In the projection-type display device according to the aspect of the invention, it is preferable that a slow axis of the optical compensating plate is disposed at about 45° with respect to an azimuth angle direction of the pretilt of the liquid crystal layer in the liquid crystal panel, and is substantially disposed in parallel with or vertically to a transmission axis of the polarizer or the analyzer.
According to this configuration, with respect to light having the narrow incident angle range with the substrate normal direction as a center, a high contrast ratio can be most effectively obtained. For example, ‘about 45°’, ‘substantially parallel’, and ‘substantially vertical’ described above includes an allowable range of ±5° from the corresponding angle. If the allowable range exceeds ±5°, the contrast ratio cannot be enhanced.
However, in a manufacturing process of the above-described liquid crystal panel, it can be expected that the cell thickness, the pretilt angle of the liquid crystal layer, and the azimuth angle with the pretilt angle of the liquid crystal layer given thereto are deviated from design values. Even when the above-described values are deviated from the design values, in order to advance contrast with the above-described configuration, preferably, the slow axis of the optical compensating plate is movable with respect to the liquid crystal panel. By doing so, the adjustment can be performed on the liquid crystal panel and the optical compensating plate, such that contrast can be further enhanced.
Further, it is preferable that the liquid crystal layer constituting the optical compensating plate is made of nematic liquid crystal.
As for the liquid crystal layer, discotic liquid crystal may also be used. However, when discotic liquid crystal is hybrid-aligned, a sufficiently large in-plane phase retardation is not obtained. On the contrary, when the liquid crystal layer, in which nematic liquid crystal is hybrid-aligned, is used, a large in-plane phase retardation is obtained, as compared with the case in which discotic liquid crystal is used. As the in-plane phase retardation is large, the movement distance of the high-contrast-ratio region can be longer. That is, even when the pretilt angle is large and the high-contrast-ratio region is considerably deviated from the substrate normal direction, at the time of using nematic liquid crystal, the high-contrast-ratio region, which is considerably deviated, can be returned to the substrate normal direction again. Therefore, even when the pretilt angle is large, the tilt direction of the liquid crystal molecules is reliably controlled, such that disclination can be suppressed from occurring. Even when the pretilt angle is increased, as for light in a narrow incident angle range, a high contrast ratio can be obtained. As a result, light leakage due to disclination or the like can be prevented.
Further, it is preferable that optical compensating plates are correspondingly provided between the liquid crystal panel and the polarizer and between the liquid crystal panel and the analyzer, and slow axes of the optical compensating plates are disposed to be substantially perpendicular to each other.
According to this configuration, the high-contrast-ratio region, which is maldistributed on one of the optical compensating plates from the substrate normal direction, can be moved to the substrate normal direction. Further, the high-contrast-ratio region can be expanded on the other optical compensating plate.

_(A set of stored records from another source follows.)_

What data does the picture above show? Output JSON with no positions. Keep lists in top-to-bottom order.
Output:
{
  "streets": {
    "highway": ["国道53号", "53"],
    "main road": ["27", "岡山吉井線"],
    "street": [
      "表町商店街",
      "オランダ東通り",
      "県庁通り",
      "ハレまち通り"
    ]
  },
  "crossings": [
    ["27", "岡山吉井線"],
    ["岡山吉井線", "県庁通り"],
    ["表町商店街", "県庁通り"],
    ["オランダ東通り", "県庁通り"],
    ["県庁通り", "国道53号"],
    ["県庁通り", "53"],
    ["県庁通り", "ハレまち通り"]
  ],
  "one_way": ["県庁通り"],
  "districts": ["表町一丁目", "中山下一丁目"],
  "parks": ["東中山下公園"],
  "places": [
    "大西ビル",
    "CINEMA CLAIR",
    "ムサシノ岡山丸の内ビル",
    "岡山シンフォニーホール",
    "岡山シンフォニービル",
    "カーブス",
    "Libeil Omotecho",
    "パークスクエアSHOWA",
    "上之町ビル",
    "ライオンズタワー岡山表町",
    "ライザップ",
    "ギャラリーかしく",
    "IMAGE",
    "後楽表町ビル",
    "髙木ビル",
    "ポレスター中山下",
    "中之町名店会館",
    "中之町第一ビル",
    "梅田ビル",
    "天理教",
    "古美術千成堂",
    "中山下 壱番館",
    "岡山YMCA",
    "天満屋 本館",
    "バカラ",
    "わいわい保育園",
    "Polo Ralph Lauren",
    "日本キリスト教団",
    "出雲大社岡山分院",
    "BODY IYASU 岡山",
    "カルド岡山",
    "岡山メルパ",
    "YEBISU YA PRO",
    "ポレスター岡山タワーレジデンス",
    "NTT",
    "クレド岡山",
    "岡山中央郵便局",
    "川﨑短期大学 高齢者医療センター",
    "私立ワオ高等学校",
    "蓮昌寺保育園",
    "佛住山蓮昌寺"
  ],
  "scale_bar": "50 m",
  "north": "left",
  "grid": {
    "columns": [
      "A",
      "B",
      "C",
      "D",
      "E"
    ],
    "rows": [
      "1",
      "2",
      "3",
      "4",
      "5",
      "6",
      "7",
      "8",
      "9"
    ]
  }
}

BRIEF DESCRIPTION OF THE DRAWINGS

The invention will be described with reference to the accompanying drawings, wherein like numbers reference like elements, and wherein:
FIG. 1 is a diagram schematically showing essential parts of a projection-type display device according to a first embodiment of the invention;
FIG. 2 is an equivalent circuit diagram of a liquid crystal light valve in the projection-type display device according to the first embodiment of the invention;
FIG. 3 is a plan view showing pixels of the liquid crystal light valve in the first embodiment of the invention;
FIG. 4 is a cross-sectional view taken along the line IV-IV of FIG. 3;
FIG. 5 is an exploded perspective view of the liquid crystal light valve in the first embodiment of the invention;
FIG. 6 is a detailed cross-sectional view of an optical compensating plate of the liquid crystal light valve in the first embodiment of the invention;
FIG. 7 is a diagram showing an intensity distribution of a light source in the projection-type display device according to the first embodiment of the invention;
FIG. 8 is a curve showing equivalent contrast ratios of a liquid crystal light valve according to the related art;
FIG. 9 is a curve showing equivalent contrast ratios of the liquid crystal light valve in the first embodiment of the invention;
FIG. 10 is an exploded perspective view of a liquid crystal light valve according to a second embodiment of the invention; and
FIG. 11 is a curve showing equivalent contrast ratios of a liquid crystal light valve according to a third embodiment of the invention.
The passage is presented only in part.